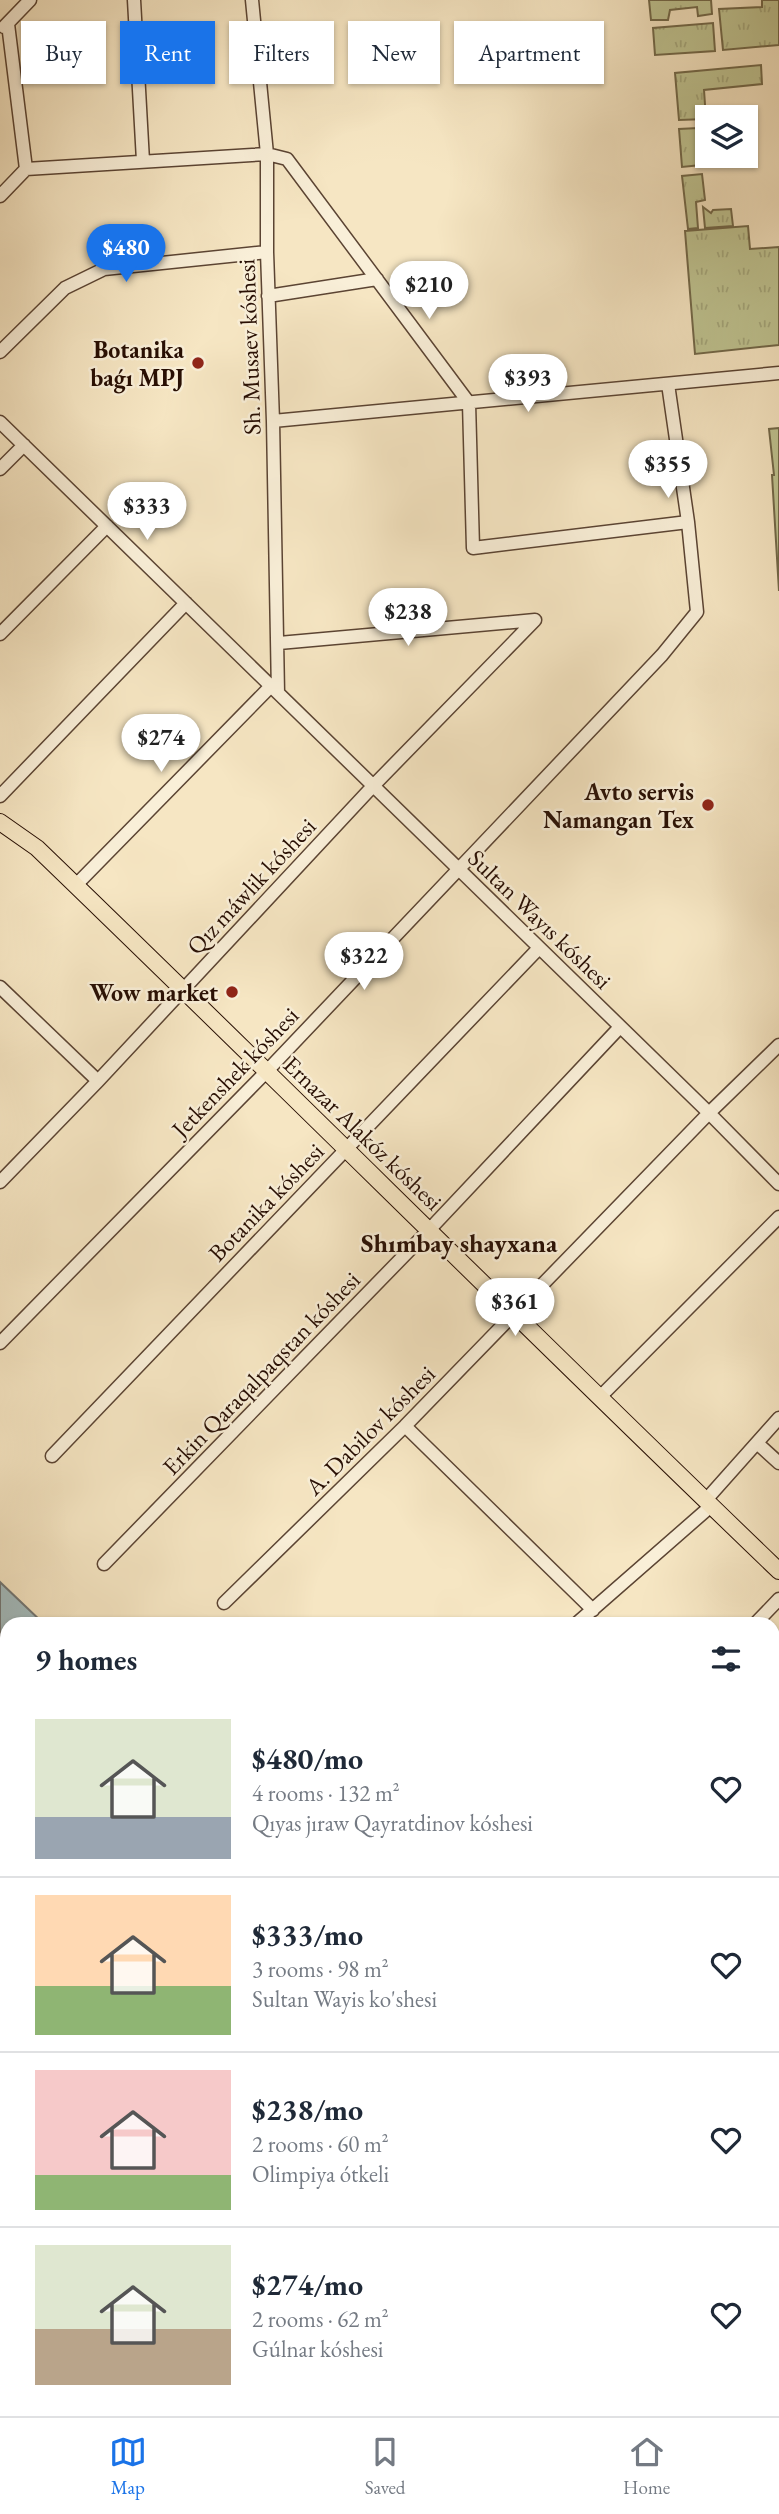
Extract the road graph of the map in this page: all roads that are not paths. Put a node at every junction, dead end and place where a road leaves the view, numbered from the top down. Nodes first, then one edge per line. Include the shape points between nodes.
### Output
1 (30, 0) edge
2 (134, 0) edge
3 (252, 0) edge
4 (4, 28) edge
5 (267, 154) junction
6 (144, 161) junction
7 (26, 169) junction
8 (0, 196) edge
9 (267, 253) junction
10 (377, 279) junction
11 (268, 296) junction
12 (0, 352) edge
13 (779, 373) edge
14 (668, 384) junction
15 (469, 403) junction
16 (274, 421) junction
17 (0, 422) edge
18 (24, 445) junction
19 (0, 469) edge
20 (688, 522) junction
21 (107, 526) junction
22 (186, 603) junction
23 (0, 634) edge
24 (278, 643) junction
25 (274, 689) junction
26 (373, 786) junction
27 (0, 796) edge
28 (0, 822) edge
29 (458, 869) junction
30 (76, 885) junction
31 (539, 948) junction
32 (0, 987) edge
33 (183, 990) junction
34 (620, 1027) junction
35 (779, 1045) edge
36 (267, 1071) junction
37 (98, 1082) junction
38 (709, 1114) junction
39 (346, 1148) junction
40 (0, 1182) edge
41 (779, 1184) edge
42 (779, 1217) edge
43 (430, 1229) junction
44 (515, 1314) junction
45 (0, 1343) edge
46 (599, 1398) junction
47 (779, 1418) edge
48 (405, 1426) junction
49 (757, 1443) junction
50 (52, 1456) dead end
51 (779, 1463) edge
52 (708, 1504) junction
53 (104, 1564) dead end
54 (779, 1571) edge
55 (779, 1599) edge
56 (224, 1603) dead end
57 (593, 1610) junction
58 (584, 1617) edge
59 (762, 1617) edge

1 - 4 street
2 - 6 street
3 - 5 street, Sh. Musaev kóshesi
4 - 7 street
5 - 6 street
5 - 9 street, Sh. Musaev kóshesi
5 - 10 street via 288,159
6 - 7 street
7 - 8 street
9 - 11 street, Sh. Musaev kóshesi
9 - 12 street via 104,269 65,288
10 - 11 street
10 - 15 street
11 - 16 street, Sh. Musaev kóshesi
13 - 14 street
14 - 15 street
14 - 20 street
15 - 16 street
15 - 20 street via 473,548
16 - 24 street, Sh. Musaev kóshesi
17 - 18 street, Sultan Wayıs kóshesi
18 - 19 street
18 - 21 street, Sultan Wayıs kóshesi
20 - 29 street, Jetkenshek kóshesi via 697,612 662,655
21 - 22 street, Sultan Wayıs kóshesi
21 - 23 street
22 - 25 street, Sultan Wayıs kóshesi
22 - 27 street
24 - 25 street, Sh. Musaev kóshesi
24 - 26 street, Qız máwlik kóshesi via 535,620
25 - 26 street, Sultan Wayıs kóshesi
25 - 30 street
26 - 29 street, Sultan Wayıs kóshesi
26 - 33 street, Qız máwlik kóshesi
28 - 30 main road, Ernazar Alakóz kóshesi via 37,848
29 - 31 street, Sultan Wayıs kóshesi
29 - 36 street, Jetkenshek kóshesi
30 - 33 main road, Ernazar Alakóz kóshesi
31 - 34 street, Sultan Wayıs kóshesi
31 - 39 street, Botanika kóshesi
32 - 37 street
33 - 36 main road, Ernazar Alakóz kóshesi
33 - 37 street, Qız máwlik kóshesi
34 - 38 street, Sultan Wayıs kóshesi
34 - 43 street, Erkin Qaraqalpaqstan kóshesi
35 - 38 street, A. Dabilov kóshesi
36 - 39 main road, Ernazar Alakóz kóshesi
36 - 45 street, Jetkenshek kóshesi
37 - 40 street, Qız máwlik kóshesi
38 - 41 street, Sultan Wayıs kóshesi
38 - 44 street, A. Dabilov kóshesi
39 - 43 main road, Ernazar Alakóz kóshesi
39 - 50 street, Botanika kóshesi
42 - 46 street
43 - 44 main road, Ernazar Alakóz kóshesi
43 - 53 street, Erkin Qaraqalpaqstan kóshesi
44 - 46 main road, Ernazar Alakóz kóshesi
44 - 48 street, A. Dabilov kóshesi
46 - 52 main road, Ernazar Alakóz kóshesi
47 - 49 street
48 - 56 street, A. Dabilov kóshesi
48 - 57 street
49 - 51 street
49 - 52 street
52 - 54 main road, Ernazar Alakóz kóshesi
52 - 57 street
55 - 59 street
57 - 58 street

==

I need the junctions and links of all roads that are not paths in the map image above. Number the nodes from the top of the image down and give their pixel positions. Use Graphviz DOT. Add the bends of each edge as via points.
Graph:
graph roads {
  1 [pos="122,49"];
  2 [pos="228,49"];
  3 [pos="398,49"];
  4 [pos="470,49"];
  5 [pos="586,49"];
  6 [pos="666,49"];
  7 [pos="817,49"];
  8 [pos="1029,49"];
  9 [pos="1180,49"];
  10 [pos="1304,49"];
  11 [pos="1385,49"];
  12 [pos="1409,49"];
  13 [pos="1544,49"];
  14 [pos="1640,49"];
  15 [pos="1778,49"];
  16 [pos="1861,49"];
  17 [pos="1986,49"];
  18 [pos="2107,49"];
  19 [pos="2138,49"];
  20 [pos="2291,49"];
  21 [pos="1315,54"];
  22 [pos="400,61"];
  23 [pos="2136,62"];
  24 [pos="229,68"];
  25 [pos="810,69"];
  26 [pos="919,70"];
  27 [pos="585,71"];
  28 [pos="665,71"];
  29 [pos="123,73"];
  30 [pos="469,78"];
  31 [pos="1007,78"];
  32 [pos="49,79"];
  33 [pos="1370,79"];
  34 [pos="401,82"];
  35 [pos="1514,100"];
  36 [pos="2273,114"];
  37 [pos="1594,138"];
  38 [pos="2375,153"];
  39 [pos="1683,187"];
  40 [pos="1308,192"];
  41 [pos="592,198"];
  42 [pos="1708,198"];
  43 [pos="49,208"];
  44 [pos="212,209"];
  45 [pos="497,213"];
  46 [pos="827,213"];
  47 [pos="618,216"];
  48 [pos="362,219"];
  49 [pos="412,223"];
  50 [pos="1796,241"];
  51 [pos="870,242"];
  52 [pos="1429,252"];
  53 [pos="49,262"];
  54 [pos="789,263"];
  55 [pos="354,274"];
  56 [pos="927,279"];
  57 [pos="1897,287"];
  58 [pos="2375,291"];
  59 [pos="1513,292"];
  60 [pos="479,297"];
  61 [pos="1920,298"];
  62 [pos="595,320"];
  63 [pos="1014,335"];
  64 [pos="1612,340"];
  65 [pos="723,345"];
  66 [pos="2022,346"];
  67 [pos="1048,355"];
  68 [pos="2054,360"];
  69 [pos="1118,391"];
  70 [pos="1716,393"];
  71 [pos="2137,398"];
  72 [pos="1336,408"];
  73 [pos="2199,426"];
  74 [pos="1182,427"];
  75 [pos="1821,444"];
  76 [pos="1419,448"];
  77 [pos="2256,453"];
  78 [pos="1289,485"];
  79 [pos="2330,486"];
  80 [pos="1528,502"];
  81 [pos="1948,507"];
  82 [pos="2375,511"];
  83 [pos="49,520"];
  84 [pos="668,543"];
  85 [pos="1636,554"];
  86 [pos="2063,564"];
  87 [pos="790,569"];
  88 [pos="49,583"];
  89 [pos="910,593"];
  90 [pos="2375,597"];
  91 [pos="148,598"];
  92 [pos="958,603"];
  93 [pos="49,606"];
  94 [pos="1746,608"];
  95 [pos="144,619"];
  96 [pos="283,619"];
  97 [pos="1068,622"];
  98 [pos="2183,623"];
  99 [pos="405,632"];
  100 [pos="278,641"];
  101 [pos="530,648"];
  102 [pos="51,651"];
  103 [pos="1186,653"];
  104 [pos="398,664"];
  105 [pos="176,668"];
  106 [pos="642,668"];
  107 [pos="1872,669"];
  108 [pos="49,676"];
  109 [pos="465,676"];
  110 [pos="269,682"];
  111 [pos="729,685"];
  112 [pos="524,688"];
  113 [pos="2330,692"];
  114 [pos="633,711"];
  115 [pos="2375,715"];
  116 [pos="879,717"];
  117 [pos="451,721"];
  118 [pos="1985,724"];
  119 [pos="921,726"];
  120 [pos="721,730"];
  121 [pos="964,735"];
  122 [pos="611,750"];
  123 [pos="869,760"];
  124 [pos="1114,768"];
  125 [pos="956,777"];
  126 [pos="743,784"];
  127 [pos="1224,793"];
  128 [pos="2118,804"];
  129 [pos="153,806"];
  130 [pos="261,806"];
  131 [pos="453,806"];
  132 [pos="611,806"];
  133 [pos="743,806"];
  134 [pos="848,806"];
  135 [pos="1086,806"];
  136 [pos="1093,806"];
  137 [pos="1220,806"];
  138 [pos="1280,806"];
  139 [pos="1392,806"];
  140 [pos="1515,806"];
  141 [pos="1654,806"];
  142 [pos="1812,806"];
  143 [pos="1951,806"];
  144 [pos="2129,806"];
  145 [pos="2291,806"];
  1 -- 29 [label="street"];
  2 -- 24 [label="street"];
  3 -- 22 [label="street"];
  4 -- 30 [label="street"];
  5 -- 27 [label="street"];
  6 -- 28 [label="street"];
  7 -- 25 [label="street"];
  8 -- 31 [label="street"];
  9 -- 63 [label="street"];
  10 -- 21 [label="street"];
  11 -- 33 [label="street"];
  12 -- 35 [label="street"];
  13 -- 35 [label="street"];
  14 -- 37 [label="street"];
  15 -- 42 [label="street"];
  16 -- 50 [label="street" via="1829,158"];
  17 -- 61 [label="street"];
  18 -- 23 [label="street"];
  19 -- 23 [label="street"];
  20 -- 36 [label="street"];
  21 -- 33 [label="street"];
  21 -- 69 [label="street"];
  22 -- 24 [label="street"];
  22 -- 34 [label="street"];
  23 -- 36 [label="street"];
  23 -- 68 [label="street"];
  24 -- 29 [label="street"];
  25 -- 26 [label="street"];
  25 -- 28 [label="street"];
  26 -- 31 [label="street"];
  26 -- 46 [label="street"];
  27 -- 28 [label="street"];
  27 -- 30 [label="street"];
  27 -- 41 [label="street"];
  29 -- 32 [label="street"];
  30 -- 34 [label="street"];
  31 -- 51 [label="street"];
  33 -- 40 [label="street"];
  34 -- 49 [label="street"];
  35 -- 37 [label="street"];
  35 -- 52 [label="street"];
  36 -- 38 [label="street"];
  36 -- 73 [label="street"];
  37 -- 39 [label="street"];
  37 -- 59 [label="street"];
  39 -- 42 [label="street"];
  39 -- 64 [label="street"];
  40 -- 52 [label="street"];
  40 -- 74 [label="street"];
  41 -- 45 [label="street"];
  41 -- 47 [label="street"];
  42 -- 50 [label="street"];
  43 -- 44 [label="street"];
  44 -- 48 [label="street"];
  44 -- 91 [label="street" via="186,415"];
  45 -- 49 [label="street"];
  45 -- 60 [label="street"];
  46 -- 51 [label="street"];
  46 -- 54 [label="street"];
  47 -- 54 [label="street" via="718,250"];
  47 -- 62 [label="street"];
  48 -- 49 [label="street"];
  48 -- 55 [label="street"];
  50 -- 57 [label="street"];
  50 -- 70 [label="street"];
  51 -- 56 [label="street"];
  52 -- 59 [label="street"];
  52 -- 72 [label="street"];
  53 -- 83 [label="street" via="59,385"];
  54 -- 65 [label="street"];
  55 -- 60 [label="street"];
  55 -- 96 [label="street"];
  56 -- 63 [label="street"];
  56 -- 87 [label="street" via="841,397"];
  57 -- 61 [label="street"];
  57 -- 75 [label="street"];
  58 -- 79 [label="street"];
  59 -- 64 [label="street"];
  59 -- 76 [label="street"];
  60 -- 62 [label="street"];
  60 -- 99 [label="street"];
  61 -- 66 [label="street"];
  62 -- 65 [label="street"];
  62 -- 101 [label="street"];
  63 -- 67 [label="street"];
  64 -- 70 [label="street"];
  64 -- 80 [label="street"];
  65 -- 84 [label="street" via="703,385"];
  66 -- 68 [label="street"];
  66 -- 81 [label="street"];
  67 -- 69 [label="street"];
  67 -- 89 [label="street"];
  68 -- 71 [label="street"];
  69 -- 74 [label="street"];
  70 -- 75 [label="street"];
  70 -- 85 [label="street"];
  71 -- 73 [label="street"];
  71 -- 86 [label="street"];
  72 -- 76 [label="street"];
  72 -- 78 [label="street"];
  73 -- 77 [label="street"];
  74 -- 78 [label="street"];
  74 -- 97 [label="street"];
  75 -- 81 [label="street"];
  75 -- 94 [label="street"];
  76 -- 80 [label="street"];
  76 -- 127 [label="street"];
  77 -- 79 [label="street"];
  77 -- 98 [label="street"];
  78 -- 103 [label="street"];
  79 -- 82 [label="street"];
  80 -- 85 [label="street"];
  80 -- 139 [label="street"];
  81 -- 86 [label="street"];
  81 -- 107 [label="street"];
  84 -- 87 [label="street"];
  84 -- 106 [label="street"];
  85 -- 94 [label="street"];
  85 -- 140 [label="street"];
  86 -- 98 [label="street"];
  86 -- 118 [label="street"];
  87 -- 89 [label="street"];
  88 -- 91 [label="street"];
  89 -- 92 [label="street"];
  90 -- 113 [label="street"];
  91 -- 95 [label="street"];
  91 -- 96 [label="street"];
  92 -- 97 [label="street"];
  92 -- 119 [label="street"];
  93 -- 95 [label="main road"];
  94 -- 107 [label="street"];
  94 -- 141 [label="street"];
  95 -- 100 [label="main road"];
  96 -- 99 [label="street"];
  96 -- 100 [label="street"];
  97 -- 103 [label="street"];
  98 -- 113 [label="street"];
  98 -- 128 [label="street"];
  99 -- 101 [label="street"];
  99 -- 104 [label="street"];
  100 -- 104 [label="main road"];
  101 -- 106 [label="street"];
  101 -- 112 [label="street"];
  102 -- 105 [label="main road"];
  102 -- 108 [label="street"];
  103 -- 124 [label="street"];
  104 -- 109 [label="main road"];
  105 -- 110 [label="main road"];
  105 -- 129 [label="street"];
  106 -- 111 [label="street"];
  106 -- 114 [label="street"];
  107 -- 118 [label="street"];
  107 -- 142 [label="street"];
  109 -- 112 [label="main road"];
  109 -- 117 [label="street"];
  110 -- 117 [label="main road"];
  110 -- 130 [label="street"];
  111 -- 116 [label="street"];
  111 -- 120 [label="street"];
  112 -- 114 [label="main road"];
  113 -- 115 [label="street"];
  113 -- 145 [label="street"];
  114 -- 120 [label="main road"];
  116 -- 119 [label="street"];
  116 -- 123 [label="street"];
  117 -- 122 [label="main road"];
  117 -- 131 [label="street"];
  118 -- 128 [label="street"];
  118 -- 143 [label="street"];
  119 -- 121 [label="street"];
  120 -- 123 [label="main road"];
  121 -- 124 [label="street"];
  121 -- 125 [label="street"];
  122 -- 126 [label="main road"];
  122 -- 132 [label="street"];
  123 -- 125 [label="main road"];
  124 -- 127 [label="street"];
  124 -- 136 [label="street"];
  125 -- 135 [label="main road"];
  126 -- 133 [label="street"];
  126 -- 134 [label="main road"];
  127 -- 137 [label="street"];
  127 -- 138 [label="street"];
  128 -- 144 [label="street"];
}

» WORK REQUEST: Look through the records above for the string "Musaev", then copy every line that has it.

» SOLUTION FOR THIS PROBLEM:
3 - 5 street, Sh. Musaev kóshesi
5 - 9 street, Sh. Musaev kóshesi
9 - 11 street, Sh. Musaev kóshesi
11 - 16 street, Sh. Musaev kóshesi
16 - 24 street, Sh. Musaev kóshesi
24 - 25 street, Sh. Musaev kóshesi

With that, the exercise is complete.